### INFORMATION SHOWN

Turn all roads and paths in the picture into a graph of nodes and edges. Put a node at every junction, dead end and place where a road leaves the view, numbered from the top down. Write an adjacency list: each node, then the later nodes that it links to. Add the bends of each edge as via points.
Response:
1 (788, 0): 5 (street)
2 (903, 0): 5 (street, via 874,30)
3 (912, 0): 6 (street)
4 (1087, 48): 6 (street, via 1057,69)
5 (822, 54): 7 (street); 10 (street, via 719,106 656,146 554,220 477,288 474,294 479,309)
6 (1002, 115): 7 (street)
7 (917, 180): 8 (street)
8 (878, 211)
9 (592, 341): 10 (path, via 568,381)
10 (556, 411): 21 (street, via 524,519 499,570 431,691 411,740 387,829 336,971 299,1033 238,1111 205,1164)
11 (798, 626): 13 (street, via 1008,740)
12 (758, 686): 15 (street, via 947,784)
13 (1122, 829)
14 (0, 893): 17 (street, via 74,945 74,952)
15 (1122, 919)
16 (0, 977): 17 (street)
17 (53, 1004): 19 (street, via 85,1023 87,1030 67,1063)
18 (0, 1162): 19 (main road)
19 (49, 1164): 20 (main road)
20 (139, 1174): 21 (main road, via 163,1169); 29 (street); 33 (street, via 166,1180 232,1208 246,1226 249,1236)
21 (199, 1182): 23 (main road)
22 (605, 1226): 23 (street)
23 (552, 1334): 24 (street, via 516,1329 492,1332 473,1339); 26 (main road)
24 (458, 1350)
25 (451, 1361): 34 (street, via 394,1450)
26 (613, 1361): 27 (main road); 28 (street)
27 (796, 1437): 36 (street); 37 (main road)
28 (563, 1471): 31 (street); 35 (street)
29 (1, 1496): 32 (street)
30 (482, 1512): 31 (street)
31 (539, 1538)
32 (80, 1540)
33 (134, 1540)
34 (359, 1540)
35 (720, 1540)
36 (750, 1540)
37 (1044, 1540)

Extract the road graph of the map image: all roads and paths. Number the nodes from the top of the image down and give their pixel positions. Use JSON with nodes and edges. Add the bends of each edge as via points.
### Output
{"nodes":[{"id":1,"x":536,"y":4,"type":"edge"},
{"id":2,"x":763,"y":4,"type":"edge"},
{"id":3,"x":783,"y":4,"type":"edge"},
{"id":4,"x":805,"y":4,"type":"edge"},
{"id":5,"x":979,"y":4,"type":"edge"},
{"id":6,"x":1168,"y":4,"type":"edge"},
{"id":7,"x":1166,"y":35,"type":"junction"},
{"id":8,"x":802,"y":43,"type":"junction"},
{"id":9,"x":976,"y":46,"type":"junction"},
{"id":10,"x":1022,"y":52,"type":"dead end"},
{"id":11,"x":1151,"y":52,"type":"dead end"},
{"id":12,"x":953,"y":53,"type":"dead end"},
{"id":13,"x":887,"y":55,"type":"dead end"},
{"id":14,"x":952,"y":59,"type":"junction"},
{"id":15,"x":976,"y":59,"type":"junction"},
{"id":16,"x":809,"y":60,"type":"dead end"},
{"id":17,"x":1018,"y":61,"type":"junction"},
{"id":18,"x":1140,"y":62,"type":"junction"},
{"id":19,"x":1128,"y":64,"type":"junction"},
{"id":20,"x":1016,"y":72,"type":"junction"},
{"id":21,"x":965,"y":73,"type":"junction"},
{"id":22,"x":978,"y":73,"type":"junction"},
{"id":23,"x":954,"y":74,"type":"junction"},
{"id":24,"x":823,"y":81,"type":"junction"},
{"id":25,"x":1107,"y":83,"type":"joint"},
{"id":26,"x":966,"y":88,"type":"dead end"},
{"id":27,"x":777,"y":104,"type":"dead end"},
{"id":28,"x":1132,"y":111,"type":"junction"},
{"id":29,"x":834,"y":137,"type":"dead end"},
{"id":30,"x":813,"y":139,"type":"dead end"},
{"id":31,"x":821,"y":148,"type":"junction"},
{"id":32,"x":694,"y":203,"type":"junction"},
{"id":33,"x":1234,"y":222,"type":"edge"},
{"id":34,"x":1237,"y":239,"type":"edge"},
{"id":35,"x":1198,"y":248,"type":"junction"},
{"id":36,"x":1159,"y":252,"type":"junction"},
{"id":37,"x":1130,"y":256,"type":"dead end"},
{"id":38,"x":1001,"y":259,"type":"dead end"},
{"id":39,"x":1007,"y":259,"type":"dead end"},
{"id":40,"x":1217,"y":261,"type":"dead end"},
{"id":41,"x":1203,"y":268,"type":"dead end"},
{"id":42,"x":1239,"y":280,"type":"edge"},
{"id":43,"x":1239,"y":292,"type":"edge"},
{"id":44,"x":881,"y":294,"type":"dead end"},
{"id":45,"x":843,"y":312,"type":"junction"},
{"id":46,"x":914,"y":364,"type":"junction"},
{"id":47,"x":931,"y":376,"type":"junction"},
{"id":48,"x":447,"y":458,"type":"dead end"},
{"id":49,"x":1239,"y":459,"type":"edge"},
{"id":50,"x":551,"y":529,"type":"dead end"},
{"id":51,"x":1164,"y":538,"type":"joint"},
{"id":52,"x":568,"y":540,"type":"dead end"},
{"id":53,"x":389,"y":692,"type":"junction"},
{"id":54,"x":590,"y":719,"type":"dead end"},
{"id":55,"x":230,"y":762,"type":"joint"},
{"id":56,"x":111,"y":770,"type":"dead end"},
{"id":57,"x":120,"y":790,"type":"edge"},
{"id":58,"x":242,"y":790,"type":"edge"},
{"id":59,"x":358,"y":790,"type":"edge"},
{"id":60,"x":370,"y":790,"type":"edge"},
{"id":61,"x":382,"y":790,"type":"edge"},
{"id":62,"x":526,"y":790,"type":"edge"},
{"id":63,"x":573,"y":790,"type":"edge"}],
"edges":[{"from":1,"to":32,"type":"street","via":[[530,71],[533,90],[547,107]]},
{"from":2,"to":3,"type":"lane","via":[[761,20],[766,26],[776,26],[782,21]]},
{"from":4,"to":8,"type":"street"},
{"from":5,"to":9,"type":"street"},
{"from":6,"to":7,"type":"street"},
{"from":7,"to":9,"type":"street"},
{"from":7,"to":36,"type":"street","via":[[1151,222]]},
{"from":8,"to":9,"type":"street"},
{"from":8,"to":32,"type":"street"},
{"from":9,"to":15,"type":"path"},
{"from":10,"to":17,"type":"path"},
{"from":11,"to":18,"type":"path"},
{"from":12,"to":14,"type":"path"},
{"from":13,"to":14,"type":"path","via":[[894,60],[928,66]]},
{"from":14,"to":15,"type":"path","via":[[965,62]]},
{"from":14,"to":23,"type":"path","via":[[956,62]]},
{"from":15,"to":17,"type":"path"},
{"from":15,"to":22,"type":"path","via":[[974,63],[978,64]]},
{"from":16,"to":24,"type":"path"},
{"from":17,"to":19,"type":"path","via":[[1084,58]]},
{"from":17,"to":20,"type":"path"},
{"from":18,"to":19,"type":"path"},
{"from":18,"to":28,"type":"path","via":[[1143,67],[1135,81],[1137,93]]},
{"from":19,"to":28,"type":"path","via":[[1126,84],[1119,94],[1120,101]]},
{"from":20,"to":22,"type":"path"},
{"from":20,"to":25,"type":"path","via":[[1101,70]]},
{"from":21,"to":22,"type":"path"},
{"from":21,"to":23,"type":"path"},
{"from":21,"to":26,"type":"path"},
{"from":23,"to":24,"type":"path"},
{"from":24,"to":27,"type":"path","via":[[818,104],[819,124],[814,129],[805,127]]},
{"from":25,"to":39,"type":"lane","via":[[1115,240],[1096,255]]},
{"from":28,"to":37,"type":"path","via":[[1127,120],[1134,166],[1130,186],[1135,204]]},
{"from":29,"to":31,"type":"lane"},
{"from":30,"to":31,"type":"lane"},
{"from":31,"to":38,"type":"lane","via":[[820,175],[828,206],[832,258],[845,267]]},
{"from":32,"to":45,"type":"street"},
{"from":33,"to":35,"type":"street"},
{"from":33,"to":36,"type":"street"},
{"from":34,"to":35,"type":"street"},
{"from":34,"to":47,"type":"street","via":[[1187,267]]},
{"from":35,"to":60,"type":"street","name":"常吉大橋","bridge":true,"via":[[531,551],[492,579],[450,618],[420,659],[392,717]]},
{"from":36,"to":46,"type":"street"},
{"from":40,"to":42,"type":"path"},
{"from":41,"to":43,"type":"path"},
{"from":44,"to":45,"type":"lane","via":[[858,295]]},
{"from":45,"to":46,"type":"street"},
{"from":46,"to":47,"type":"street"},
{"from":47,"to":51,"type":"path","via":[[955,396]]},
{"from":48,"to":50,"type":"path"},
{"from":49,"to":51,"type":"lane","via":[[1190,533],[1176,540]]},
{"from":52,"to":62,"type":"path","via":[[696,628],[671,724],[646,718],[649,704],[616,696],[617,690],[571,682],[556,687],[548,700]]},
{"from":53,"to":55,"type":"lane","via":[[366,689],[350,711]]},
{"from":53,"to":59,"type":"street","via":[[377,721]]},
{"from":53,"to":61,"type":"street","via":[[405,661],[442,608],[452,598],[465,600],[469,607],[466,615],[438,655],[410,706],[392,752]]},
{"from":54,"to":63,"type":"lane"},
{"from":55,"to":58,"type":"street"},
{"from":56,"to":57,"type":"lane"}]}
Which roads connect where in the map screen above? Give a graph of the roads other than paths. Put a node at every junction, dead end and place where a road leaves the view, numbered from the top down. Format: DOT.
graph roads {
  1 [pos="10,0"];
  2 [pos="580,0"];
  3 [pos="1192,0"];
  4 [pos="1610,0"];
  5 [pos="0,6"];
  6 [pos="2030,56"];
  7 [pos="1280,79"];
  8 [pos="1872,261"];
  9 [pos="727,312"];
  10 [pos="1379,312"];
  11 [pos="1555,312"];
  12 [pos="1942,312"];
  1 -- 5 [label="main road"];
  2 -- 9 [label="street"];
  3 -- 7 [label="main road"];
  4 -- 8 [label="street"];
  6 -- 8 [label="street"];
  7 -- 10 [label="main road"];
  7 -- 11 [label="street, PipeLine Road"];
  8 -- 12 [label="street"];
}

### YOUR ASSIGNMENT
Please find each line in the records above that holds the word "points", and copy it.

### SOLUTION TO THIS TASK
Turn all roads and paths in the picture into a graph of nodes and edges. Put a node at every junction, dead end and place where a road leaves the view, numbered from the top down. Write an adjacency list: each node, then the later nodes that it links to. Add the bends of each edge as via points.
Extract the road graph of the map image: all roads and paths. Number the nodes from the top of the image down and give their pixel positions. Use JSON with nodes and edges. Add the bends of each edge as via points.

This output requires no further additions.